It would be very interesting to use Semantic Web (SW) tools and languages like RDF and OWL for tasks traditionally performed with XML markup. Among these is textual encoding of literary documents and manuscripts [1], that face the problem of overlapping markup, not naturally solved by XML. As practical and scientific interest into machine aided literature analysis and processing raises, pure XML textual encoding formats prove to be limiting under several points of view. A number of successive enhancement proposals has shown a clear trend: given the strictness of the XML model, for advanced encoding, XML compliance must often be abandoned and in any case standard XML processing tools (e.g., query languages) prove inadequate. In this project we will investigate the feasibility of using the new methodology based on Semantic Web markup languages RDF [2] and OWL [3], with special interest on how to solve the "overlapping markup" problem of classic XML markup. To this end we will implement a framework, allowing interested people to test the idea.
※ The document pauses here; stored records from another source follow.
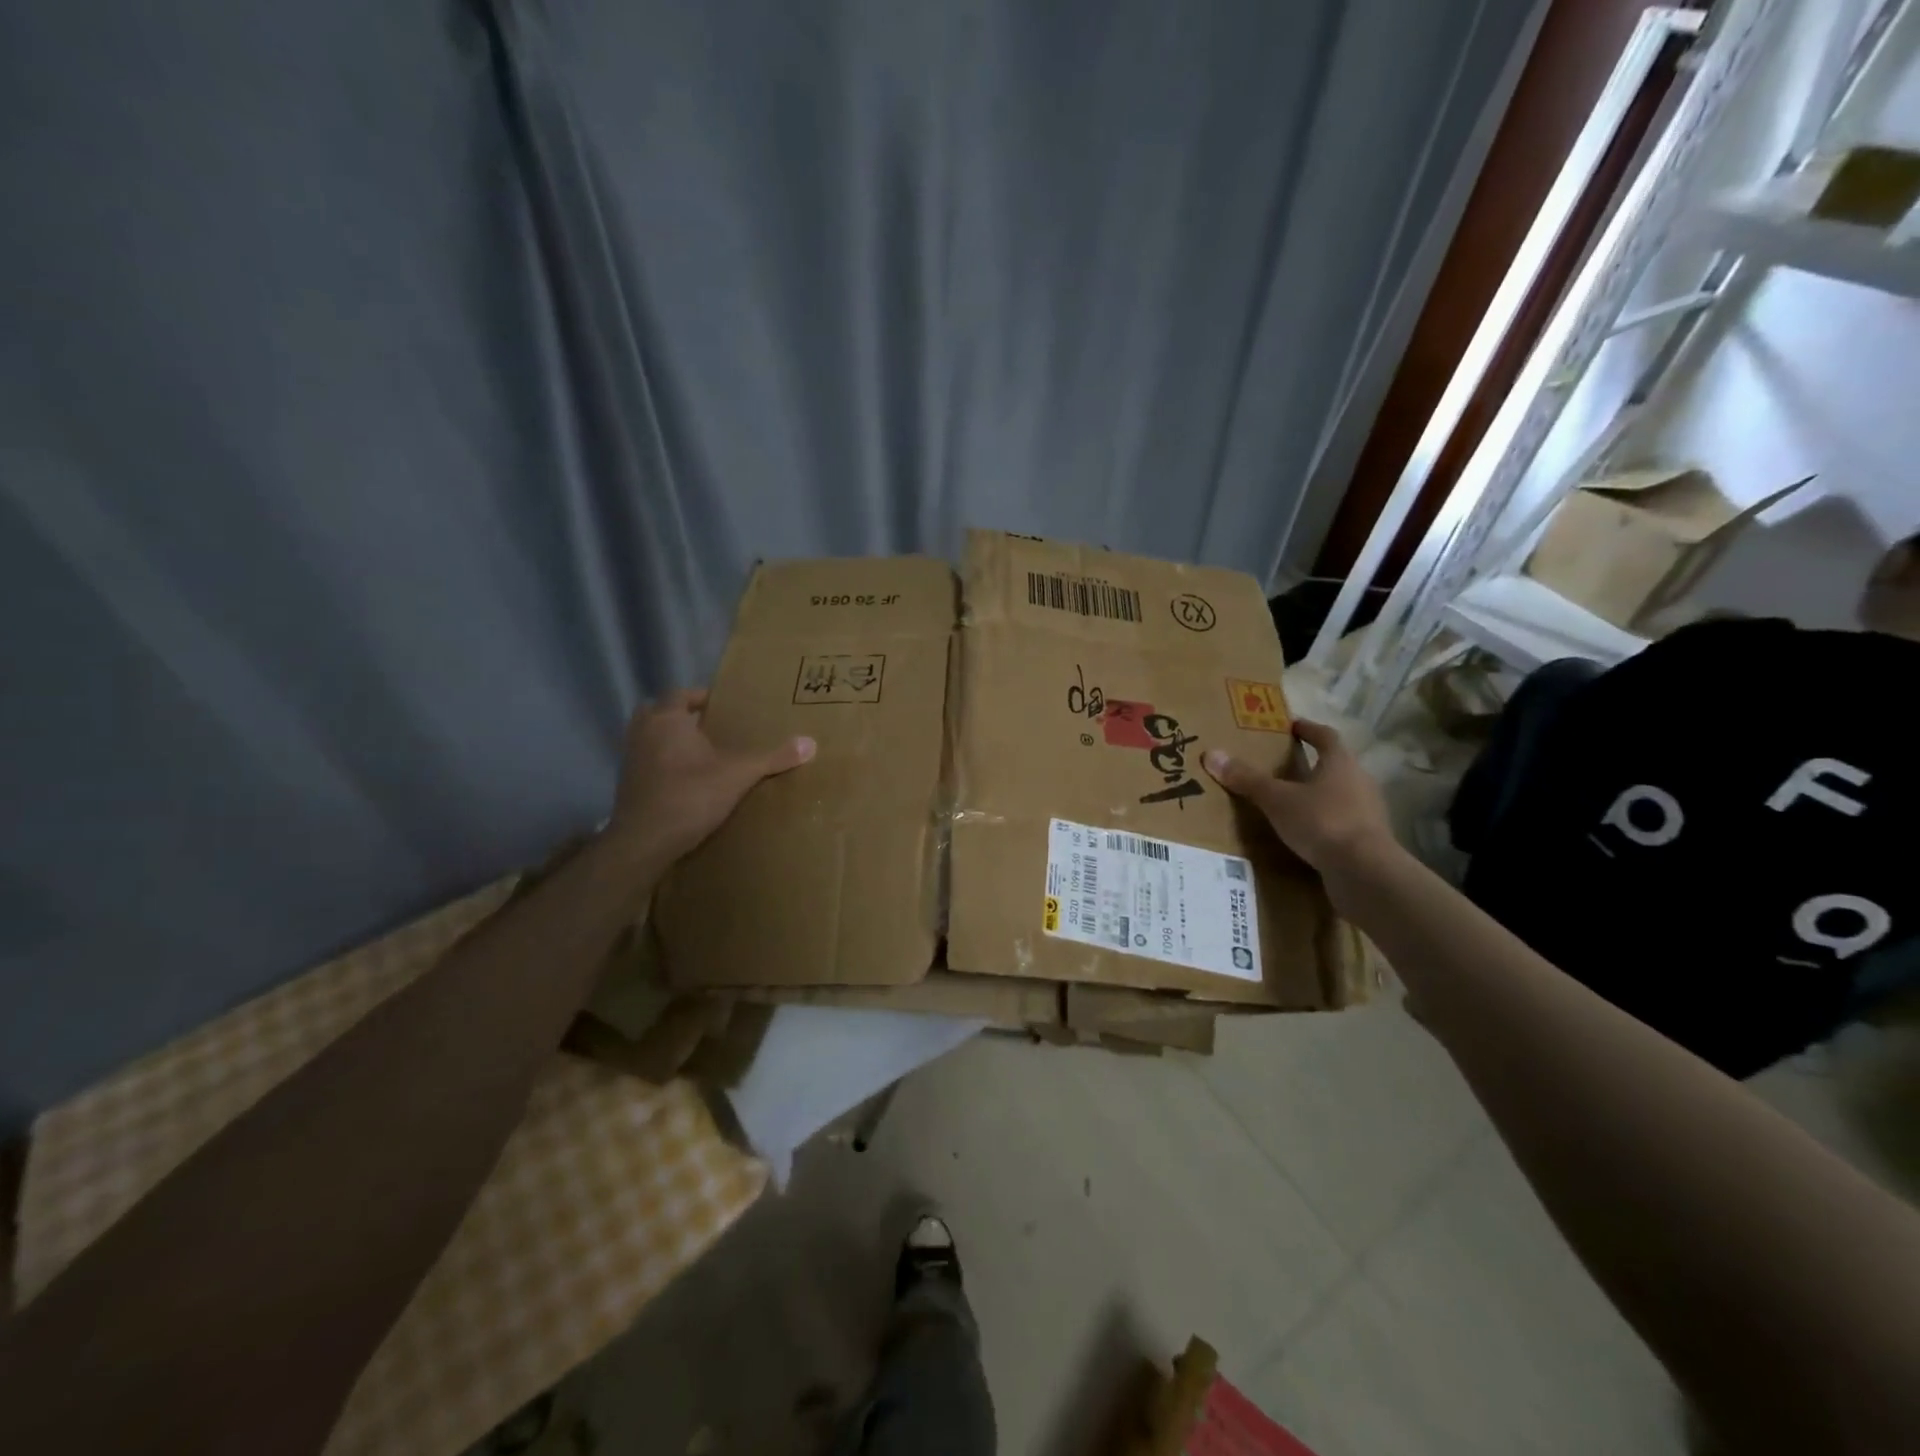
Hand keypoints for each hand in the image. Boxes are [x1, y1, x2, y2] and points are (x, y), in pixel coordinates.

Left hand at [606, 689, 814, 868]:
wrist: (643, 842)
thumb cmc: (690, 796)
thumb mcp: (738, 775)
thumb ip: (772, 758)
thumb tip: (811, 743)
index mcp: (667, 719)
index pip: (680, 694)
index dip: (700, 697)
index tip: (722, 706)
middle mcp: (643, 732)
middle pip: (659, 713)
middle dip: (682, 717)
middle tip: (709, 728)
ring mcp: (630, 759)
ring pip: (650, 738)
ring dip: (670, 741)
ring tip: (700, 754)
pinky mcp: (627, 785)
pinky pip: (647, 763)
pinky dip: (662, 765)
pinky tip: (684, 781)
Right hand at [1202, 719, 1398, 881]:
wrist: (1364, 871)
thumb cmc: (1322, 822)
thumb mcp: (1277, 799)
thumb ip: (1247, 779)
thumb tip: (1212, 754)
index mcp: (1341, 763)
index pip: (1326, 737)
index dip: (1309, 730)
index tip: (1292, 726)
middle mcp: (1359, 781)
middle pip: (1336, 765)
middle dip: (1312, 764)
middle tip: (1284, 766)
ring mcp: (1367, 812)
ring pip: (1340, 795)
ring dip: (1318, 795)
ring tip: (1291, 802)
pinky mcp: (1367, 839)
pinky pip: (1341, 822)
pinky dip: (1323, 822)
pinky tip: (1305, 833)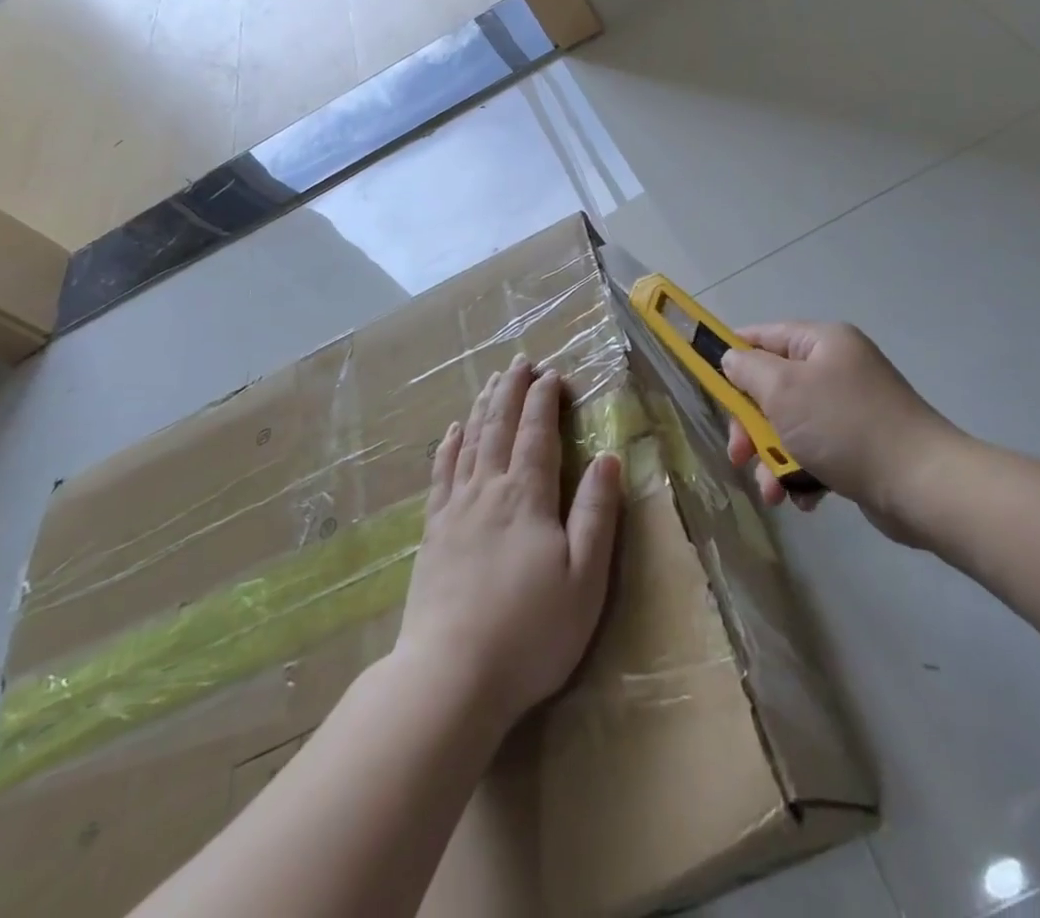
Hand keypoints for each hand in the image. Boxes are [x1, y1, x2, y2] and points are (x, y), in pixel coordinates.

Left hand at [397, 355, 622, 734]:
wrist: (450, 677)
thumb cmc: (530, 631)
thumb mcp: (584, 577)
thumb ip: (596, 513)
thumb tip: (607, 456)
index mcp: (527, 496)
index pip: (537, 433)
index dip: (545, 400)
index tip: (553, 374)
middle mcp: (488, 490)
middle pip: (500, 427)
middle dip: (513, 390)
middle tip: (521, 362)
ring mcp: (455, 509)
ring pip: (471, 442)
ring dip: (484, 407)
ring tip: (493, 381)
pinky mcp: (432, 533)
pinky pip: (441, 474)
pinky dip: (449, 446)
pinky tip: (452, 431)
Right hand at [721, 322, 967, 543]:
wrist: (921, 484)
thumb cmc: (843, 426)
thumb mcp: (784, 390)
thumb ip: (748, 370)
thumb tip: (733, 359)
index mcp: (823, 342)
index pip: (764, 335)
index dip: (732, 354)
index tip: (706, 380)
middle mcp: (838, 367)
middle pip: (774, 386)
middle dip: (751, 423)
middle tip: (739, 453)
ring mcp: (850, 407)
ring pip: (791, 424)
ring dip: (772, 456)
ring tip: (771, 490)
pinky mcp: (860, 445)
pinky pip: (815, 451)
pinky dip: (802, 472)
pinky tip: (801, 499)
First, we observe that, at least in theory, RDF is suitable to fulfill all the tasks that have been traditionally done in XML. The evaluation is then not in terms of what aspect can or cannot be encoded (as they all basically can) but rather how easy it is to cover the useful use cases, given the standard tools already available for the specific markup languages. Also, to facilitate large and multidisciplinary use of machine encoded material, it is important to evaluate to which extent the tools we are using are in fact meant to serve that purpose, i.e., backed up by a solid and well understood semantic, rather than serve as a pure placeholder which means nothing without a complex, idiosyncratic set of explanations and rules. With respect to this, the use of SW tools (RDF, OWL) is simply the next logical step. The framework to be implemented by this project will allow markup based on these principles.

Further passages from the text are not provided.